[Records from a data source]

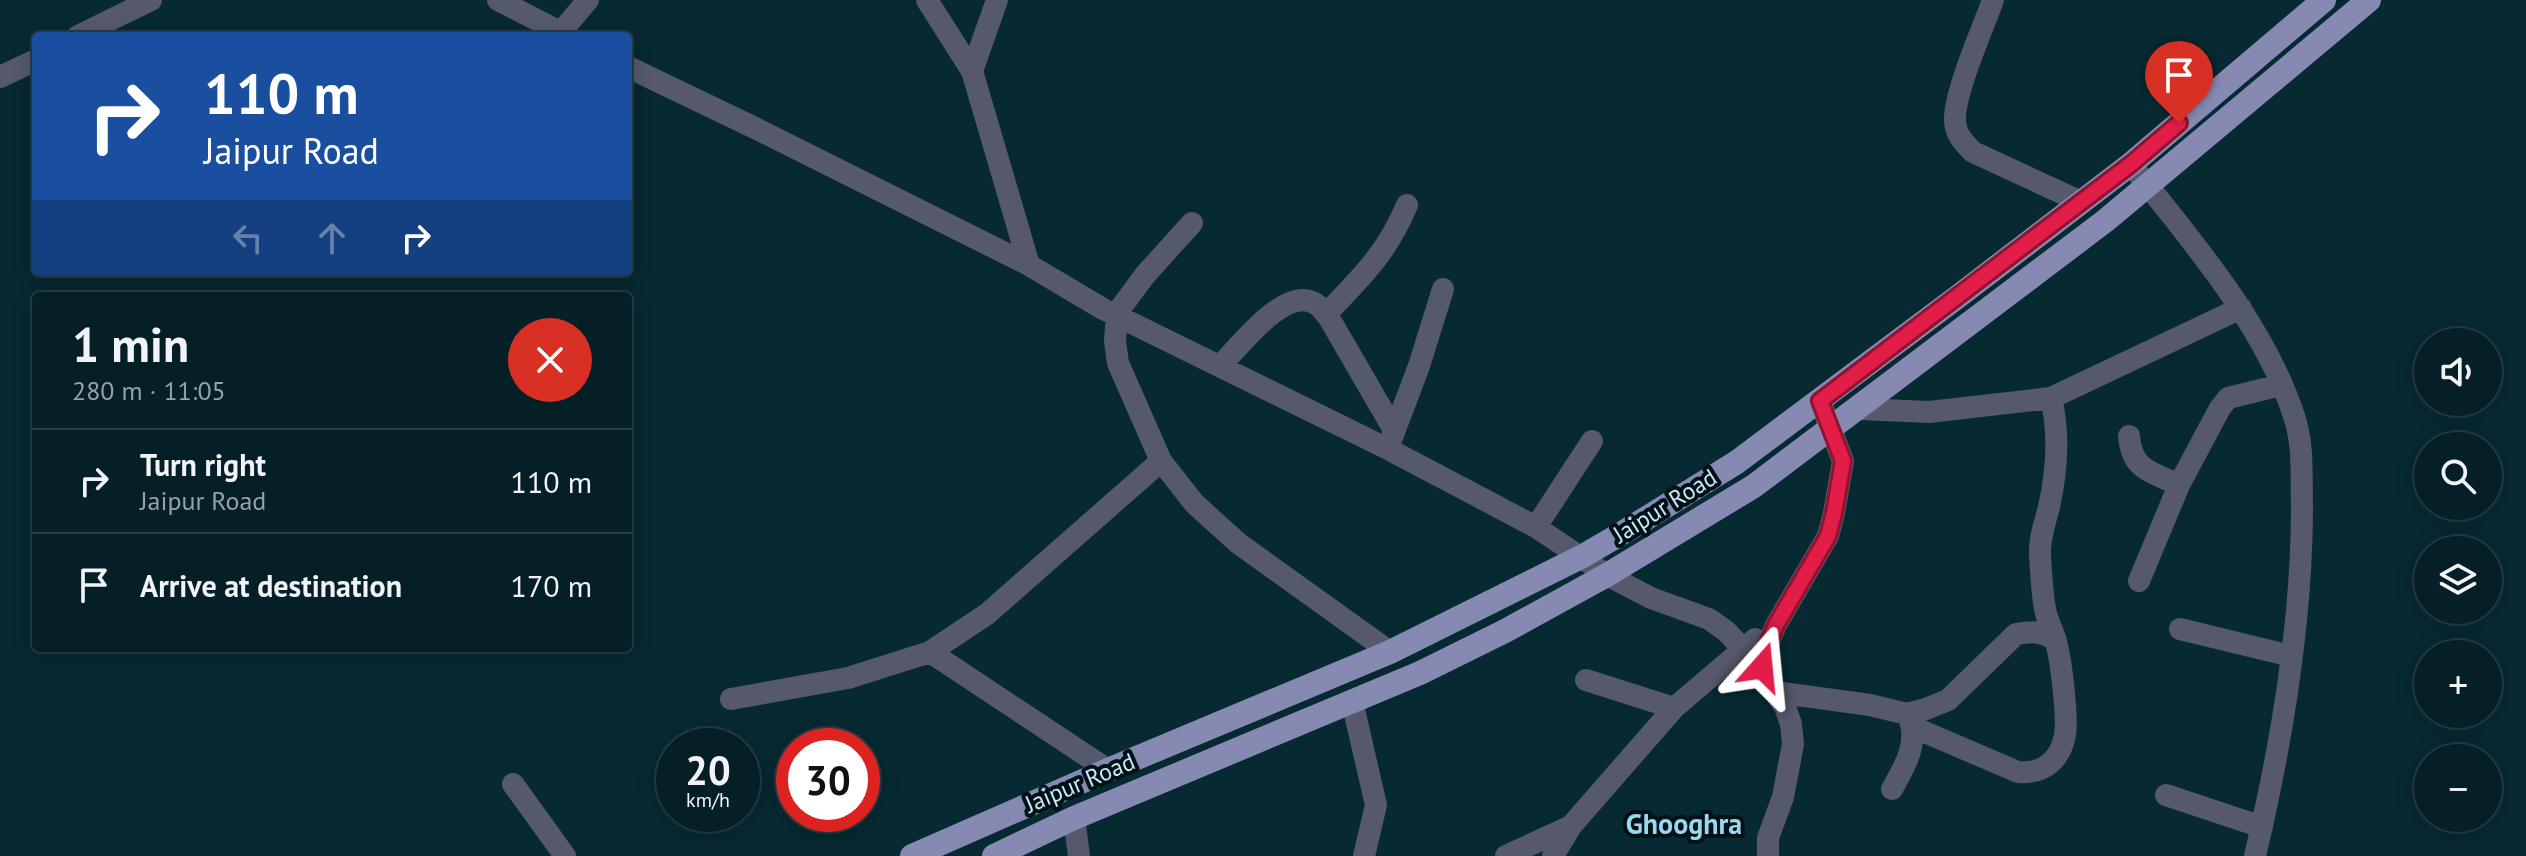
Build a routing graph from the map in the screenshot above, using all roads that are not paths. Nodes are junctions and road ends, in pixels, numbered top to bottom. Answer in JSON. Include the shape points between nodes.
{"nodes":[{"id":1,"x":151,"y":0,"type":"edge"},
{"id":2,"x":498,"y":0,"type":"edge"},
{"id":3,"x":588,"y":0,"type":"edge"},
{"id":4,"x":927,"y":0,"type":"edge"},
{"id":5,"x":997,"y":0,"type":"edge"},
{"id":6,"x":1993,"y":0,"type":"edge"},
{"id":7,"x":2324,"y":0,"type":"edge"},
{"id":8,"x":2369,"y":0,"type":"edge"},
{"id":9,"x":522,"y":6,"type":"edge"},
{"id":10,"x":86,"y":32,"type":"edge"},
{"id":11,"x":562,"y":32,"type":"edge"},
{"id":12,"x":566,"y":32,"type":"edge"},
{"id":13,"x":32,"y":62,"type":"edge"},
{"id":14,"x":632,"y":69,"type":"edge"},
{"id":15,"x":972,"y":71,"type":"junction"},
{"id":16,"x":0,"y":77,"type":"edge"},
{"id":17,"x":2131,"y":164,"type":"junction"},
{"id":18,"x":2148,"y":185,"type":"junction"},
{"id":19,"x":2079,"y":201,"type":"junction"},
{"id":20,"x":1407,"y":205,"type":"dead end"},
{"id":21,"x":1192,"y":223,"type":"dead end"},
{"id":22,"x":1029,"y":265,"type":"junction"},
{"id":23,"x":1443,"y":289,"type":"dead end"},
{"id":24,"x":2241,"y":308,"type":"junction"},
{"id":25,"x":1117,"y":313,"type":"junction"},
{"id":26,"x":1326,"y":314,"type":"junction"},
{"id":27,"x":1221,"y":365,"type":"junction"},
{"id":28,"x":2281,"y":385,"type":"junction"},
{"id":29,"x":2051,"y":398,"type":"junction"},
{"id":30,"x":1820,"y":401,"type":"junction"},
{"id":31,"x":1860,"y":409,"type":"junction"},
{"id":32,"x":1831,"y":426,"type":"junction"},
{"id":33,"x":2129,"y":436,"type":"dead end"},
{"id":34,"x":1391,"y":440,"type":"junction"},
{"id":35,"x":1592,"y":441,"type":"dead end"},
{"id":36,"x":1161,"y":461,"type":"junction"},
{"id":37,"x":2179,"y":485,"type":"junction"},
{"id":38,"x":1536,"y":527,"type":"junction"},
{"id":39,"x":1583,"y":556,"type":"junction"},
{"id":40,"x":1607,"y":575,"type":"junction"},
{"id":41,"x":2139,"y":581,"type":"dead end"},
{"id":42,"x":1776,"y":625,"type":"junction"},
{"id":43,"x":2180,"y":629,"type":"dead end"},
{"id":44,"x":2055,"y":640,"type":"junction"},
{"id":45,"x":1742,"y":648,"type":"junction"},
{"id":46,"x":930,"y":652,"type":"junction"},
{"id":47,"x":1390,"y":652,"type":"junction"},
{"id":48,"x":2291,"y":656,"type":"junction"},
{"id":49,"x":1586,"y":680,"type":"dead end"},
{"id":50,"x":1776,"y":692,"type":"junction"},
{"id":51,"x":731,"y":699,"type":"dead end"},
{"id":52,"x":1352,"y":701,"type":"junction"},
{"id":53,"x":1674,"y":708,"type":"junction"},
{"id":54,"x":1910,"y":721,"type":"junction"},
{"id":55,"x":1099,"y":774,"type":"junction"},
{"id":56,"x":513,"y":784,"type":"dead end"},
{"id":57,"x":1892,"y":789,"type":"dead end"},
{"id":58,"x":2166,"y":795,"type":"dead end"},
{"id":59,"x":1102,"y":806,"type":"junction"},
{"id":60,"x":1074,"y":818,"type":"junction"},
{"id":61,"x":1571,"y":826,"type":"junction"},
{"id":62,"x":2262,"y":827,"type":"junction"},
{"id":63,"x":565,"y":856,"type":"edge"},
{"id":64,"x":912,"y":856,"type":"edge"},
{"id":65,"x":994,"y":856,"type":"edge"},
{"id":66,"x":1079,"y":856,"type":"edge"},
{"id":67,"x":1364,"y":856,"type":"edge"},
{"id":68,"x":1506,"y":856,"type":"edge"},
{"id":69,"x":1553,"y":856,"type":"edge"},
{"id":70,"x":1768,"y":856,"type":"edge"},
{"id":71,"x":2255,"y":856,"type":"edge"}],
"edges":[{"from":1,"to":10,"type":"street"},
{"from":2,"to":9,"type":"street"},
{"from":3,"to":12,"type":"street"},
{"from":4,"to":15,"type":"street"},
{"from":5,"to":15,"type":"street"},
{"from":6,"to":19,"type":"street","via":[[1958,100],[1955,122],[1960,139],[1973,152]]},
{"from":7,"to":17,"type":"main road","name":"Jaipur Road"},
{"from":8,"to":18,"type":"main road","name":"Jaipur Road"},
{"from":9,"to":11,"type":"street"},
{"from":13,"to":16,"type":"street"},
{"from":14,"to":22,"type":"street"},
{"from":15,"to":22,"type":"street"},
{"from":17,"to":18,"type":"street"},
{"from":17,"to":19,"type":"main road","name":"Jaipur Road"},
{"from":18,"to":24,"type":"street"},
{"from":18,"to":31,"type":"main road","name":"Jaipur Road"},
{"from":19,"to":30,"type":"main road","name":"Jaipur Road"},
{"from":20,"to":26,"type":"street","via":[[1373,265]]},
{"from":21,"to":25,"type":"street"},
{"from":22,"to":25,"type":"street"},
{"from":23,"to":34,"type":"street"},
{"from":24,"to":28,"type":"street"},
{"from":24,"to":29,"type":"street"},
{"from":25,"to":27,"type":"street"},
{"from":25,"to":36,"type":"street","via":[[1118,363]]},
{"from":26,"to":27,"type":"street","via":[[1315,303],[1301,300],[1280,306]]},
{"from":26,"to":34,"type":"street"},
{"from":27,"to":34,"type":"street"},
{"from":28,"to":37,"type":"street","via":[[2228,398]]},
{"from":28,"to":48,"type":"street","via":[[2300,438],[2302,561]]},
{"from":29,"to":31,"type":"street","via":[[1929,412]]},
{"from":29,"to":44,"type":"street","via":[[2057,456],[2040,557],[2045,609]]},
{"from":30,"to":32,"type":"street"},
{"from":30,"to":39,"type":"main road","name":"Jaipur Road","via":[[1737,462]]},
{"from":31,"to":32,"type":"main road","name":"Jaipur Road"},
{"from":32,"to":40,"type":"main road","name":"Jaipur Road","via":[[1754,486]]},
{"from":32,"to":42,"type":"street","via":[[1843,461],[1828,536]]},
{"from":33,"to":37,"type":"street","via":[[2136,463]]},
{"from":34,"to":38,"type":"street"},
{"from":35,"to":38,"type":"street"},
{"from":36,"to":46,"type":"street","via":[[999,604]]},
{"from":36,"to":47,"type":"street","via":[[1194,503],[1238,543]]},
{"from":37,"to":41,"type":"street"},
{"from":38,"to":39,"type":"street"},
{"from":39,"to":40,"type":"street"},
{"from":39,"to":47,"type":"main road","name":"Jaipur Road"},
{"from":40,"to":45,"type":"street","via":[[1709,619]]},
{"from":40,"to":52,"type":"main road","name":"Jaipur Road","via":[[1505,631]]},
{"from":42,"to":45,"type":"street"},
{"from":42,"to":50,"type":"street","via":[[1762,667]]},
{"from":43,"to":48,"type":"street"},
{"from":44,"to":54,"type":"street","via":[[2045,633],[2016,634],[1948,700]]},
{"from":44,"to":54,"type":"street","via":[[2065,738],[2042,771],[2018,772]]},
{"from":45,"to":53,"type":"street"},
{"from":46,"to":51,"type":"street","via":[[848,678]]},
{"from":46,"to":55,"type":"street"},
{"from":47,"to":55,"type":"main road","name":"Jaipur Road"},
{"from":48,"to":62,"type":"street"},
{"from":49,"to":53,"type":"street"},
{"from":50,"to":54,"type":"street","via":[[1870,705]]},
{"from":50,"to":70,"type":"street","via":[[1791,724],[1793,744]]},
{"from":52,"to":59,"type":"main road","name":"Jaipur Road"},
{"from":52,"to":67,"type":"street","via":[[1376,805]]},
{"from":53,"to":61,"type":"street"},
{"from":54,"to":57,"type":"street","via":[[1907,762]]},
{"from":55,"to":59,"type":"main road"},
{"from":55,"to":64,"type":"main road","name":"Jaipur Road"},
{"from":56,"to":63,"type":"street"},
{"from":58,"to":62,"type":"street"},
{"from":59,"to":60,"type":"main road","name":"Jaipur Road"},
{"from":60,"to":65,"type":"main road","name":"Jaipur Road"},
{"from":60,"to":66,"type":"street"},
{"from":61,"to":68,"type":"street"},
{"from":61,"to":69,"type":"street"},
{"from":62,"to":71,"type":"street"}]}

**EXERCISE DETAILS:** The lines above that hold the word "nodes" should be found and copied out.

**TASK ANSWER:**
Build a routing graph from the map in the screenshot above, using all roads that are not paths. Nodes are junctions and road ends, in pixels, numbered top to bottom. Answer in JSON. Include the shape points between nodes.
{"nodes":[{"id":1,"x":151,"y":0,"type":"edge"},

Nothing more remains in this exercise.